The spatially lagged dependent variable ρ in Tables 4 and 5 suggests that the environmental performance of key environmental protection cities is moving into the same direction. Yet when we deploy an economic distance matrix in Table 6, ρ turns out to be negative and significant. For instance, when city j improves its total environmental transparency score by 1%, city i’s respective performance will drop by 3.7% (Table 6: ECON1). In the same vein, a 1% rise in the particulate matter reduction ratio in city j will reduce similar efforts in city i by 0.7 (Table 6: ECON2) and the sulphur dioxide ratio by 1.4% (Table 6: ECON3). The trend towards a widening environmental performance gap between municipalities with comparable income levels stands in sharp contrast to signs of common regional and provincial standards. This observation corroborates previous theoretical work proposing that political centralization is the main institutional mechanism mitigating regulatory divergence as a result of economic decentralization in China (Blanchard and Shleifer 2000).

7 Conclusion

In this study, we show that model city programs raise the bar in terms of urban environmental governance. Our empirical analysis gives reason to suppose that environmental model cities are outstanding performers when we compare them to other key environmental protection cities in the same region or Province. What is more, there are significant spatial interaction effects that suggest that best practices spread to other municipalities. In this context, municipalities seem to learn from model cities with a comparable income level.

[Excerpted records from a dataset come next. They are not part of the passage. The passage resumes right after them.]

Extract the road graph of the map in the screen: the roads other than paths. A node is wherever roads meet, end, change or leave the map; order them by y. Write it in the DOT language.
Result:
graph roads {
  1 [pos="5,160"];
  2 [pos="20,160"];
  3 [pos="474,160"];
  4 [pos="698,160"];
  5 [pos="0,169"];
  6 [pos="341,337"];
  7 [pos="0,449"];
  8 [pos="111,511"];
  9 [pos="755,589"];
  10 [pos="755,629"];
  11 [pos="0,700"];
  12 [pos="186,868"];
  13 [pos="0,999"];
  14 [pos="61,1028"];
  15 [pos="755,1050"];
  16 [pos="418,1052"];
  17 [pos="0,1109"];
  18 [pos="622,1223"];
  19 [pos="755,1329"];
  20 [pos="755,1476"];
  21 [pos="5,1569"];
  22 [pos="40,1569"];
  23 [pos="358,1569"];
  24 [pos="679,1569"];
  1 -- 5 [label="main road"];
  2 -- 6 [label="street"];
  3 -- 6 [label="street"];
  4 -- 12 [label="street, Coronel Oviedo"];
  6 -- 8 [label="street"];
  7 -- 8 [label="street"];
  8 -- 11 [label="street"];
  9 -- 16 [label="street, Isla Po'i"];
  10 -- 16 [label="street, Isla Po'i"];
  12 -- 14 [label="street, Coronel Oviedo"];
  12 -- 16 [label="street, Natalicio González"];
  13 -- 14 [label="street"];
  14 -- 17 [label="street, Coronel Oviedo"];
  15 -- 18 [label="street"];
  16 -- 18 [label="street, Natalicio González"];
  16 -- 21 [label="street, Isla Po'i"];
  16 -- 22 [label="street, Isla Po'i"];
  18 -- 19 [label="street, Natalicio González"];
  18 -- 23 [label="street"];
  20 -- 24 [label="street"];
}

To the best of our knowledge, this study is the first attempt to measure the emulation effect of model cities. The study offers some policy-relevant insights: first, the analysis brings to the fore a rising gap between environmental performance among key environmental protection cities with a comparable economic development level. Second, we show that learning effects from model cities are strong among municipalities with similar income. Thus, even though we compare only a limited set of cities, we still believe it is fair to conclude that model city programs should differentiate between income groups and define for each of them specific objectives that emphasize regulatory cohesion and performance standards.